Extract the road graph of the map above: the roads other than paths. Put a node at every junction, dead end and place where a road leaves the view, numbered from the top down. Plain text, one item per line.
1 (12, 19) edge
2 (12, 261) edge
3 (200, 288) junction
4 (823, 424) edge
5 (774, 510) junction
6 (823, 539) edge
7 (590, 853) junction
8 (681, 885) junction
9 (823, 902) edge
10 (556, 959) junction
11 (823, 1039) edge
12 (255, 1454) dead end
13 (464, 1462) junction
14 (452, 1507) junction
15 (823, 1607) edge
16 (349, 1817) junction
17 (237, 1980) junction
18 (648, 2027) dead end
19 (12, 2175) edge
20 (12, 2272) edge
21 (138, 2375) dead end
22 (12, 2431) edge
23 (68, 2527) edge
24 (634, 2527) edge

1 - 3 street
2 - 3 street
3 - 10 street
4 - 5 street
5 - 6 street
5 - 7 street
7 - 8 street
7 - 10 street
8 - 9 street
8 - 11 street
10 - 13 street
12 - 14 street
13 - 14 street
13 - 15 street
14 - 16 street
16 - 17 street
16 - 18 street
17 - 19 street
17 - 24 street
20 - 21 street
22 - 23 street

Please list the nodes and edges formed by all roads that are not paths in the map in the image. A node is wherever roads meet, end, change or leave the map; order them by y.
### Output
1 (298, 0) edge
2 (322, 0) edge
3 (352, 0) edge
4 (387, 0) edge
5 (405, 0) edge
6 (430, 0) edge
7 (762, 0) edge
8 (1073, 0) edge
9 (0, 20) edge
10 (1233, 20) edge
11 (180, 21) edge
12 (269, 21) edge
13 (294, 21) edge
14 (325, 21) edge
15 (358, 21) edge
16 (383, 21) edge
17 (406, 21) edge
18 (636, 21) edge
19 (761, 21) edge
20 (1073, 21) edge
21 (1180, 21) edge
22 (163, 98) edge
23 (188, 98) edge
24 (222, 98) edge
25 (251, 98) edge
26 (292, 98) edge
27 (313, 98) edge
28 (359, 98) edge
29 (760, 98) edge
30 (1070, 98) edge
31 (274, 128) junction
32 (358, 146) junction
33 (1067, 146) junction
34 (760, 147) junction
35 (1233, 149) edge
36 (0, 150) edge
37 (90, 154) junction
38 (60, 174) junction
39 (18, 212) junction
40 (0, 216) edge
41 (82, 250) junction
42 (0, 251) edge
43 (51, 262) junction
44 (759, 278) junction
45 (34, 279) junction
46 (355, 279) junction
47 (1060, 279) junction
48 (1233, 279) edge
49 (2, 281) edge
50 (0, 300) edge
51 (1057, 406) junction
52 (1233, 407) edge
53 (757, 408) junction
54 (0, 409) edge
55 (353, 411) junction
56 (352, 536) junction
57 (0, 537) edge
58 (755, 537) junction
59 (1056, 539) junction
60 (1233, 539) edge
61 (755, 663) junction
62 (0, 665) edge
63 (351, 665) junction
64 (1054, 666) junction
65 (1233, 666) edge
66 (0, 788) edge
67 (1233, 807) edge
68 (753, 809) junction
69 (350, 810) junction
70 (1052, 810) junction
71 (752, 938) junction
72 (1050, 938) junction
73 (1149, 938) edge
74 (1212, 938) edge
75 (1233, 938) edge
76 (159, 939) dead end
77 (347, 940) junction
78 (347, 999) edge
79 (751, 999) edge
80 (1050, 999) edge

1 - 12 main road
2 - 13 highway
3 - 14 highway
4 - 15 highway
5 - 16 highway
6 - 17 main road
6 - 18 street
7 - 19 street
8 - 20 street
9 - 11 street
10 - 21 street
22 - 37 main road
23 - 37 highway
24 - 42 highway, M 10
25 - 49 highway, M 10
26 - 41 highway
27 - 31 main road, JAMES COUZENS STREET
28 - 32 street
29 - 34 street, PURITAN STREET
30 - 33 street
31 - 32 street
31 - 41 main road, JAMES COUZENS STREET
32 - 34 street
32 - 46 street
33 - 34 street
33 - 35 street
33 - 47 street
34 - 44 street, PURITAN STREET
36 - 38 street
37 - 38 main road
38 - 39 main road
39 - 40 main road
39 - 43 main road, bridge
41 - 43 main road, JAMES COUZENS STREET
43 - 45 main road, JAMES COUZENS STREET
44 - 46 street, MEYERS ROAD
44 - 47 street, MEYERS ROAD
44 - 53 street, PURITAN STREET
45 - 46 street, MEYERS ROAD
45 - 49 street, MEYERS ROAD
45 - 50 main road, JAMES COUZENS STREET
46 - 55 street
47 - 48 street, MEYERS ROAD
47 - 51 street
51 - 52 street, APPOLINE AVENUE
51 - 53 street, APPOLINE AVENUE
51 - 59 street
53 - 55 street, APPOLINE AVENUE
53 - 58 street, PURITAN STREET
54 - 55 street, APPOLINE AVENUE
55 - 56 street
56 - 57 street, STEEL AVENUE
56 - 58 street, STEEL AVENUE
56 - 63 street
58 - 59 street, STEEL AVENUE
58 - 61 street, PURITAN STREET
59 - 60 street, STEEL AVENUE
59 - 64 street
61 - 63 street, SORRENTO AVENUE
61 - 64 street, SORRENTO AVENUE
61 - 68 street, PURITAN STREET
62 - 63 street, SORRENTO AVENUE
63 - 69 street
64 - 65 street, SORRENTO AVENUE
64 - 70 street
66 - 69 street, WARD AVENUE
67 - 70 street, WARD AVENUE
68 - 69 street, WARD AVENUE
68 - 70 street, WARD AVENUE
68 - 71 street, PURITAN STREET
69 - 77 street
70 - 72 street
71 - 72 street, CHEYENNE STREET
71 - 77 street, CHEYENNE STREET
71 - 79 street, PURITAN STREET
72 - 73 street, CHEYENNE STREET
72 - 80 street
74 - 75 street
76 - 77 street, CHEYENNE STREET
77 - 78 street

===

== WHAT IS EXPECTED ==
Taking each line of the material above in turn, count those containing the string "CHEYENNE". State the number alone.

== ANSWER BOX ==
4